HONOLULU – The goal of breaking Hawaii’s addiction to shipped-in oil first took vague shape during a ceremony in the governor’s executive chambers, with lofty speeches and frequent applause but few specifics.
The ceremony featured a broadly worded deal between the state and federal government to work together toward a so-called clean energy future. The agreement lacked details or the force of law, and it seemed to have all the substance of a government report destined to gather dust.
Almost three years later, however, the initiative launched in the Governor’s Office that day has helped support dozens of energy programs that have laid the groundwork for the nation’s most oil-dependent state to potentially become its most energy self-sufficient.
It will take at least a few more years before a major influx of renewable energy puts a dent in Hawaii’s heavy oil usage, but the state is making visible progress.
Tall wind turbines are sprouting across the islands. Residents and businesses will soon be able to sell homegrown solar power back to the grid. Charging stations for incoming electric cars are being built – by law, at least one per 100-space parking lot by the end of next year.
A state law passed last year requires Hawaii’s electric utility company to get 40 percent of its power from renewables by 2030 while reducing projected electricity consumption by 30 percent. Currently, the state gets about 10 percent of its energy from renewables, near the average amount of renewable energy production nationwide.
These policies have created the structure for how to convert from fossil fuels to limitless electricity sources, a process that creates a framework for private energy investment without much direct government spending.
”The path we were on was not one we could sustain,” Republican Gov. Linda Lingle said in an interview, as she prepares to leave office next month. ”We had to be transformational. It couldn’t be incremental any longer.”
Despite Hawaii’s abundant wind, sun and geothermal resources, the islands suffer the nation’s highest average gas prices, at $3.52 per gallon of unleaded fuel Thursday, according to AAA’s Fuel Gauge Report, in large part because of fuel shipping costs to the isolated islands.
One of the state’s initial steps was to get its electric utility company, Hawaiian Electric, on board by removing its profit motive to sell more and more power. Until the utility wanted to save energy, the state as a whole also would have a hard time cutting back.
That plan was accomplished in September, when state regulators ruled that the utility will get paid a guaranteed amount of money regardless of how much electricity it sells. The decision is intended to make Hawaiian Electric more of a power distributor, long term, than a power producer.

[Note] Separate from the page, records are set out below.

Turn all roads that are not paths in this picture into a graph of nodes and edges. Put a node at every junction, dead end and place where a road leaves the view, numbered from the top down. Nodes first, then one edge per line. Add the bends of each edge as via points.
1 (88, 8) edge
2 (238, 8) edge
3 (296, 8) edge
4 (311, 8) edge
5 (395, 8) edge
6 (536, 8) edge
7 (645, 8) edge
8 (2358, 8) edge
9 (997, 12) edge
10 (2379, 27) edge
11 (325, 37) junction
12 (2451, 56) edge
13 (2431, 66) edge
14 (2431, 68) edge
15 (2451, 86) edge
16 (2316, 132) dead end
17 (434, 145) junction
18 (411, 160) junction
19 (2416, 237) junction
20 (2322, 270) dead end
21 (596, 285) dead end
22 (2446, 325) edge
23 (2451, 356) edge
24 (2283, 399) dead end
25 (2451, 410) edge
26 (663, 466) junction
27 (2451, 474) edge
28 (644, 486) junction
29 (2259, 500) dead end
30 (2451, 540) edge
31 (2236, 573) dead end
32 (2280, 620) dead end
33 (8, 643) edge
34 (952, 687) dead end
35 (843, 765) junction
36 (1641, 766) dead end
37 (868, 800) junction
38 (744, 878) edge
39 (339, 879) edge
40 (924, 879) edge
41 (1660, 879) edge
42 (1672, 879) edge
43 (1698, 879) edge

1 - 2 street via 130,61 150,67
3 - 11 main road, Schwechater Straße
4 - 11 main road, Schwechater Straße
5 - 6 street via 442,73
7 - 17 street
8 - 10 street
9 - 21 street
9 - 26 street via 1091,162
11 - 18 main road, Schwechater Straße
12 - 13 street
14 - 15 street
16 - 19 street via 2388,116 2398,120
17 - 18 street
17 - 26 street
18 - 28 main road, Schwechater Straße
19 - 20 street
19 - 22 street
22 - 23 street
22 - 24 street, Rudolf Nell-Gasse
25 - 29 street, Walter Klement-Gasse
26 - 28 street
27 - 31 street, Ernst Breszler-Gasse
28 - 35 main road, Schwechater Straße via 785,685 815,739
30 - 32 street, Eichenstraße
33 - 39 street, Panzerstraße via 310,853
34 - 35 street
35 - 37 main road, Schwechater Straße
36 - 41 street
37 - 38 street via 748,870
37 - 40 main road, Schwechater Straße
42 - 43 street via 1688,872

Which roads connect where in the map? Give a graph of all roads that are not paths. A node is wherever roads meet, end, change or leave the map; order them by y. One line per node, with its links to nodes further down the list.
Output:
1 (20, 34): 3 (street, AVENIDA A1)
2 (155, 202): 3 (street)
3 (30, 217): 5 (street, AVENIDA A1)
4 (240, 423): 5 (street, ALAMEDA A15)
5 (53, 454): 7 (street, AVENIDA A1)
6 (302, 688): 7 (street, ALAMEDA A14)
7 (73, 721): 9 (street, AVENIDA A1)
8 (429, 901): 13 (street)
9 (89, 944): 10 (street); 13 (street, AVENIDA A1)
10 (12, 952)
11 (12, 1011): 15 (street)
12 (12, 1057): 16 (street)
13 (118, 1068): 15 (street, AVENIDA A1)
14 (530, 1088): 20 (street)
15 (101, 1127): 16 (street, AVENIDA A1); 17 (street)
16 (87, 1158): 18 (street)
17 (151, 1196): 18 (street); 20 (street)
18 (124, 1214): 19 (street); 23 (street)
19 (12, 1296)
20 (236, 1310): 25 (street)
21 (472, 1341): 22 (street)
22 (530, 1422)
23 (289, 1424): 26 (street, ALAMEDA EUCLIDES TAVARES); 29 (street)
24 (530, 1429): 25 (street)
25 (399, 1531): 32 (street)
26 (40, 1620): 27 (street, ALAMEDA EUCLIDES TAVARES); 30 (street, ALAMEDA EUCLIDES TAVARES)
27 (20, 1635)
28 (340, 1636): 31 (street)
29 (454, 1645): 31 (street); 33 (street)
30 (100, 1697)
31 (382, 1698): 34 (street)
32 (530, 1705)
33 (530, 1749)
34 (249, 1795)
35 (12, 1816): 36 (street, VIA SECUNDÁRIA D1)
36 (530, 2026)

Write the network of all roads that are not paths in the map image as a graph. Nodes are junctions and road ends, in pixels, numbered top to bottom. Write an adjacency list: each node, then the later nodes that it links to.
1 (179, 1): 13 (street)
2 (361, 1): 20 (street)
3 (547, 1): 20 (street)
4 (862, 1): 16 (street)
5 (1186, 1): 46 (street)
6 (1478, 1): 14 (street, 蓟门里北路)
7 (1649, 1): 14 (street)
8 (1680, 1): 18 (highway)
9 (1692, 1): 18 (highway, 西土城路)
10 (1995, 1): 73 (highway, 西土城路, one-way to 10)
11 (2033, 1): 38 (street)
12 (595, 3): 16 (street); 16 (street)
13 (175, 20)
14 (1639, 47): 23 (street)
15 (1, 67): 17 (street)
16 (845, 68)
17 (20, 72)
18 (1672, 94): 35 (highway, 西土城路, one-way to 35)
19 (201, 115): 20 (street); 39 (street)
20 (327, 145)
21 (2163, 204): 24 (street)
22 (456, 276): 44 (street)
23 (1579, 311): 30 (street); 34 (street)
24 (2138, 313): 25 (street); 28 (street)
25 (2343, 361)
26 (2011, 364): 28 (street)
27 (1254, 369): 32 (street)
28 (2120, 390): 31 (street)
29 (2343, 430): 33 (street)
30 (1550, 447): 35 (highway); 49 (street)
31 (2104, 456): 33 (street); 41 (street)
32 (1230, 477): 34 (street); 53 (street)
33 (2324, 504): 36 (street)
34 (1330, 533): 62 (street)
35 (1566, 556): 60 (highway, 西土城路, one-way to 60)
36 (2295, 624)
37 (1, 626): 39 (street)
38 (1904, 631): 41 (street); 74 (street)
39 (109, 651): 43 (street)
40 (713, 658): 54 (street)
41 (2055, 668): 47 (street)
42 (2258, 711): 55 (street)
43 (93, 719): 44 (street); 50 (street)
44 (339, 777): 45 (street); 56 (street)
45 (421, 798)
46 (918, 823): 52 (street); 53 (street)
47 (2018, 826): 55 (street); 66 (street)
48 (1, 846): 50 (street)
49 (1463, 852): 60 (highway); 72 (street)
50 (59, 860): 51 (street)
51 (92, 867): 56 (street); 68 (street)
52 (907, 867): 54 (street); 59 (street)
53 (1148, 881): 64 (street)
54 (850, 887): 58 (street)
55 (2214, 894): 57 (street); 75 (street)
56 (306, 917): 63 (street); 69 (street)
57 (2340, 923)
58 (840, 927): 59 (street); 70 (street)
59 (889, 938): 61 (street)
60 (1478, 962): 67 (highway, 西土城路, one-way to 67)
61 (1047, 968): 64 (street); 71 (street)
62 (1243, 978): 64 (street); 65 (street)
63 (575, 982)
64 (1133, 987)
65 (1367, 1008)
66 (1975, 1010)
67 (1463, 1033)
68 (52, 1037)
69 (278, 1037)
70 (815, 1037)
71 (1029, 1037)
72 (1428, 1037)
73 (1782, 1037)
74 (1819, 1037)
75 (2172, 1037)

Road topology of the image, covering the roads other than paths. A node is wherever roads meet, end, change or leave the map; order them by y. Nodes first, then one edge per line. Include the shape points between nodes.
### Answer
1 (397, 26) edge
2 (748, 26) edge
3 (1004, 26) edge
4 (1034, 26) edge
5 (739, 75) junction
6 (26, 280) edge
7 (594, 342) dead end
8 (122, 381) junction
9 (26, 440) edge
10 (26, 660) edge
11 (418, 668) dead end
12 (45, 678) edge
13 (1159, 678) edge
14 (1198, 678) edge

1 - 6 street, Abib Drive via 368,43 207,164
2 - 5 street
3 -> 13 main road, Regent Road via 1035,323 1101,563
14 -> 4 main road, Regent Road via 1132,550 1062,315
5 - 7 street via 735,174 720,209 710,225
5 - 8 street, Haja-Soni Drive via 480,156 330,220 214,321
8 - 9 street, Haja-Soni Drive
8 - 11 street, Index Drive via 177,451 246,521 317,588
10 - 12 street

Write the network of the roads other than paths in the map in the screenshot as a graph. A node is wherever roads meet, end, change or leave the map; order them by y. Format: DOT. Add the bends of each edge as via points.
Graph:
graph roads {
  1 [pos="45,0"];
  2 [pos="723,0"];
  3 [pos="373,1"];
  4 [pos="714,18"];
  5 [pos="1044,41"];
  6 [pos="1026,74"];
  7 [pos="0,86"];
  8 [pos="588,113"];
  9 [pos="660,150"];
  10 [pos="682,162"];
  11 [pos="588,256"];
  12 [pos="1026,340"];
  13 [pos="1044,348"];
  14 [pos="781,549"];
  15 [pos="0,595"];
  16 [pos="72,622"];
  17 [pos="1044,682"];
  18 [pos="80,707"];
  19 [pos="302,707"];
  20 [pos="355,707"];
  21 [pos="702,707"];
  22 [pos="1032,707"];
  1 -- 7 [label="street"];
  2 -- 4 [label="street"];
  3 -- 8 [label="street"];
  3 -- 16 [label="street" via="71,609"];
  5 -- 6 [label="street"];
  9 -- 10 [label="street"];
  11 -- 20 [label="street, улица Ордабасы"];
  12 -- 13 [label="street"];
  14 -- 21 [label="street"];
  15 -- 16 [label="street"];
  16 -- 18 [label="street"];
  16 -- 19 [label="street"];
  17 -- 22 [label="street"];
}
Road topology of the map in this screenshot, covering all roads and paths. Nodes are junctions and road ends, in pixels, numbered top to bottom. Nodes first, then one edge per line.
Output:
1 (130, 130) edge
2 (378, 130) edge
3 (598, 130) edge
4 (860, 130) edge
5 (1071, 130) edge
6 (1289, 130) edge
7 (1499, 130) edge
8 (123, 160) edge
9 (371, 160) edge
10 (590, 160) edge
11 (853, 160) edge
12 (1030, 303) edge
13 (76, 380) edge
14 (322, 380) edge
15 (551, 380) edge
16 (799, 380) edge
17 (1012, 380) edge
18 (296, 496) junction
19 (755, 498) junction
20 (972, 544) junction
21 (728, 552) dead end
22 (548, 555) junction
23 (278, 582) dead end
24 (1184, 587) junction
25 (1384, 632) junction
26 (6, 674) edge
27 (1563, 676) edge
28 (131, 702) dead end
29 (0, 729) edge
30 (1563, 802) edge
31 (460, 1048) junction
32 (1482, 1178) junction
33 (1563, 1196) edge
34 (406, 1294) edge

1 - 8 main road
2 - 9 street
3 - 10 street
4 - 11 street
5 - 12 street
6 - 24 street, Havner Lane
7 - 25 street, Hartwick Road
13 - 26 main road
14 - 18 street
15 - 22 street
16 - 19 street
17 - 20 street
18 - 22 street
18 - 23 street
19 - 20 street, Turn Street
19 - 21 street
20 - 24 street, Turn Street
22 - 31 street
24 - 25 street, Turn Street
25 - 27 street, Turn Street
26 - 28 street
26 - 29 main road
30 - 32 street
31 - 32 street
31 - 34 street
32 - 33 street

”You needed to have a different financial model for the utility if you were going to agree to this set of policies inherent in the clean energy agreement,” said Robbie Alm, executive vice president for Hawaiian Electric.
When combined with another regulatory decision allowing individuals to get paid for producing their own power, the utility is becoming more of an electric middleman than a power pusher.
With this structure in place, Hawaii should be able to add energy from its strong winds, eternal sunshine, geothermal plants and waves to the electric grid while using less power derived from oil. Hawaii exports about $6 billion a year – 10 percent of its total annual economic production – to buy foreign oil.
”There’s no instruction manual for how to convert a 45 million-barrel a year habit into energy independence,” said Jeff Mikulina, executive director for the Blue Planet Foundation, which supports renewable energy initiatives. ”We can put the right structures in place to head toward our preferred future.”
While Hawaii has made strides toward enabling additional renewable power to come online, it still lags behind the rest of the nation in integrating energy storage and smart-grid technologies that would allow the power utility to handle a broad growth of intermittent power sources such as solar and wind, he said.
An expansion of smart-grid electric technology was delayed by state regulators in July until they see a more detailed plan for how it would work and what benefits it would provide to consumers. In the meantime, smart-grid test projects are planned or ongoing on Maui, Oahu and Kauai.
The big boost in renewable use could come in a few years if large wind farms are built on the islands of Lanai and Molokai, and then their energy pumped to power-hungry Oahu through an envisioned $1 billion undersea cable, with its cost likely borne by electricity consumers.
Environmentalist Henry Curtis is skeptical of the idea because it’s costly and ignores the potential for more locally produced power.
”It will be expensive and it will be focusing on having the Neighbor Islands bail out Oahu,” said Curtis, director for the environmental group Life of the Land.
A $2.9 million environmental study of the cable is expected to be completed in 2012, and the cable could be built by the end of 2014 if everything goes smoothly.
Many states could learn from Hawaii’s example of creating the government structure that provides incentives to private power production and removes utilities’ profit motive to use increasingly more electricity, said Steve Lindenberg, senior adviser for renewable energy with the federal Department of Energy.
Only a few states currently have set up these kind of regulations so far, although they’re more common in Europe.